THE county council has been accused of stalling work on £40,000 of road safety improvements in a rural village.

Stephen Burt is calling for Gloucestershire County Council to start the work in Stone before a child is killed.

Proposed plans include dropping the speed limit from 50mph to 40mph.

"The plans and money has been approved for at least two years so why is it not going ahead? What is the blocker?," he said.

"It is not cars that are the problem it is lorries. They are 40 tonne vehicles and they are travelling at 50mph. It would take them 200 yards to stop if a child ran out in front of them and the child would be killed.

"We drive our children to school, which environmentally goes against what the government tell you. We would gladly walk our children to school but it is so dangerous we don't do it.

"If they want to get people out of the car and walking to school they have to put their money where their mouth is and do something about it."

Mr Burt, who is chairman of Stone with Woodford Primary School PTA, has been campaigning for improvements since he moved to the village.

He said: "Four years ago I got in touch with the county council to see when they were going to do the improvements.
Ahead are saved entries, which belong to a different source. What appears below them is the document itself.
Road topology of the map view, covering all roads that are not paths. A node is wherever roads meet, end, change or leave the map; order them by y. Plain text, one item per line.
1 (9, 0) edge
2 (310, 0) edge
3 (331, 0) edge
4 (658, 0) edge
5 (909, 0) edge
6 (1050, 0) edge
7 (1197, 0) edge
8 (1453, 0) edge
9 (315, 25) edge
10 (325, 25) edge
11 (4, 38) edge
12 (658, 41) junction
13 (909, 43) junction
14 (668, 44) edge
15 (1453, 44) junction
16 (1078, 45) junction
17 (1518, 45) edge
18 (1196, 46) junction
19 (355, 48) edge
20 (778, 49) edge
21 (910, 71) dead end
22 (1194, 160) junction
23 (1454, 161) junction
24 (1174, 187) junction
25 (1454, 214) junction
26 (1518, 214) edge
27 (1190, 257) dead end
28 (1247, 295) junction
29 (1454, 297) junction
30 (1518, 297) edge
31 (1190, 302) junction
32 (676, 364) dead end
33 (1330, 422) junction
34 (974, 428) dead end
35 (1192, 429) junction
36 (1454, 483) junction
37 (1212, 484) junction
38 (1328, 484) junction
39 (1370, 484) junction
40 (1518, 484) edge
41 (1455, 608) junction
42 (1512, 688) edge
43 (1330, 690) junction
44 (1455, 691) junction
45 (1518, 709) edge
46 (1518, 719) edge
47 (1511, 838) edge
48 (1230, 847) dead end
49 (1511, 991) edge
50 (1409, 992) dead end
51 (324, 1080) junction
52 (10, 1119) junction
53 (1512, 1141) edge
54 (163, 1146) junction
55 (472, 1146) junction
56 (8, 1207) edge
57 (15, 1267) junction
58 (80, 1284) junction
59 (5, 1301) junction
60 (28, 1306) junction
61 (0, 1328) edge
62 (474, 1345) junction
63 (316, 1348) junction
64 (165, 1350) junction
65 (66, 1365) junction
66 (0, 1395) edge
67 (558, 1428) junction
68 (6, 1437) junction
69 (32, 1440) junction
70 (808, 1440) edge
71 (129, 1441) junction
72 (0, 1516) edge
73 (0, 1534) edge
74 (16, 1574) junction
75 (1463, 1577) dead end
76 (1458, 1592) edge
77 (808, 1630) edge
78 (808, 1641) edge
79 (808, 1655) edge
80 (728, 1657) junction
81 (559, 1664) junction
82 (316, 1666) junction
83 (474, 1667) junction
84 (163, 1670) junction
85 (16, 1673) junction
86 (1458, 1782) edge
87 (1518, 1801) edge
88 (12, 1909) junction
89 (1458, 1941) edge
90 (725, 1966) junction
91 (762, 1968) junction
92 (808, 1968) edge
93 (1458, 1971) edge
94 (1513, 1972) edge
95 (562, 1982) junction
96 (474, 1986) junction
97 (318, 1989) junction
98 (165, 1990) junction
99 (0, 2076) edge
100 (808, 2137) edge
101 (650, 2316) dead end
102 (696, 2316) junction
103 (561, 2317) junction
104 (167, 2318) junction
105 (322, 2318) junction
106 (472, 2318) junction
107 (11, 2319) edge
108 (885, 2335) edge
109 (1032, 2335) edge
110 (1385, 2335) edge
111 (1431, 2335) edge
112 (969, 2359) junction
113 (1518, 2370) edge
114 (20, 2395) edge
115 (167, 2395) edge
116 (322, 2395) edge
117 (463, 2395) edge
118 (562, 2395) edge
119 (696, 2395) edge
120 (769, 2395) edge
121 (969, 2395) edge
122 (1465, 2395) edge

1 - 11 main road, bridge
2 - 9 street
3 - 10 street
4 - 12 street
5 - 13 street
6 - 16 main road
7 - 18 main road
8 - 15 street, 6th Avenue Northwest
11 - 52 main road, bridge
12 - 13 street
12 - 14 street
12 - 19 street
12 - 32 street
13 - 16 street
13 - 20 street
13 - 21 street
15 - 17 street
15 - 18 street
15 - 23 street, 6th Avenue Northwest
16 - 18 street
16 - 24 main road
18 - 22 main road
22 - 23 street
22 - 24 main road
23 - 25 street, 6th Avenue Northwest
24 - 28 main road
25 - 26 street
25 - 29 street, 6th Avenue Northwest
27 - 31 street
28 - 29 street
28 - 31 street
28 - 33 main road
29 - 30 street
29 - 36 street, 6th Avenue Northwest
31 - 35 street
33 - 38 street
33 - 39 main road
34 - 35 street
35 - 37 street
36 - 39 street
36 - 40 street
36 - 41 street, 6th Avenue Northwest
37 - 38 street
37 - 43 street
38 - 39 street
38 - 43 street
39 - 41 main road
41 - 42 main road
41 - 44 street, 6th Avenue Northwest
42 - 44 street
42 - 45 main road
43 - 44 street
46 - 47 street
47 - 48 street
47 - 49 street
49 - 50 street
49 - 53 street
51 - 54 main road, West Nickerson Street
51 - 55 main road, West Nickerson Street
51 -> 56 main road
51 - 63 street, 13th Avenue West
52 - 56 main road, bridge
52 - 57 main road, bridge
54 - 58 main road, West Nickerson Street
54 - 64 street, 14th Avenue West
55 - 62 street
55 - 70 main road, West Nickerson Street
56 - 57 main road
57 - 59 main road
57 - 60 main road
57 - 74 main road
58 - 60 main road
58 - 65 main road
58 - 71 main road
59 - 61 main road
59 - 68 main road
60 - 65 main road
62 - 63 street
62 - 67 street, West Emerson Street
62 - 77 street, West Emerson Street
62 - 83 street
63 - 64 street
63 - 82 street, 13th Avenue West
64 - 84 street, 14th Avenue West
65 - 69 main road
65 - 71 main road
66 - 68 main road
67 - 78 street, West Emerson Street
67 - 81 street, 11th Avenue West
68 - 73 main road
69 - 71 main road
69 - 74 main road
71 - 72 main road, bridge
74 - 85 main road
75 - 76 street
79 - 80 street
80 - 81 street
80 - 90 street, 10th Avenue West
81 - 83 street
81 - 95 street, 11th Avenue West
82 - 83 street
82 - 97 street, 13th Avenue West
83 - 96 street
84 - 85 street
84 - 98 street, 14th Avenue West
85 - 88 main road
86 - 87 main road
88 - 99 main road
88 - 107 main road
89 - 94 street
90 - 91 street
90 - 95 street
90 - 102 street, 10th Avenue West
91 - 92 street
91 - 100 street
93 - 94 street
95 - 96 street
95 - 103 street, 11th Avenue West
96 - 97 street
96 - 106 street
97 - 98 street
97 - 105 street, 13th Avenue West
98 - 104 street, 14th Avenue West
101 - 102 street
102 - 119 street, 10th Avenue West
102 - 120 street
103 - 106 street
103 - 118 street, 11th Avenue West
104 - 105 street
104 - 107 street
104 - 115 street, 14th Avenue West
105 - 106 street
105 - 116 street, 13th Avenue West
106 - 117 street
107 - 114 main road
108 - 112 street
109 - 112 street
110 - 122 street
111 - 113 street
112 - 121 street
"The biggest problem is that they don't reply and you don't know where you stand. In three and a half years I have had two replies to my letters and emails.

"Everybody passes the buck and divorces themselves of doing something and I get fed up with it.

"It annoys me that we have to batter them with letters in order to get anything done when it should be done as part of their responsibility in the first place.

"The next thing to do is to start a pressure group if nothing is done. If everybody got their heads together they could sort this out."

He also blames the refusal of planning permission for a 20-home development and new access road on the school site on the lack of action saying: "If that had gone ahead everything would have been resolved," he said.

"We need road improvements, a path to school, and planning permission to go ahead."

Despite several attempts, the Gazette was unable to get a comment from Gloucestershire County Council.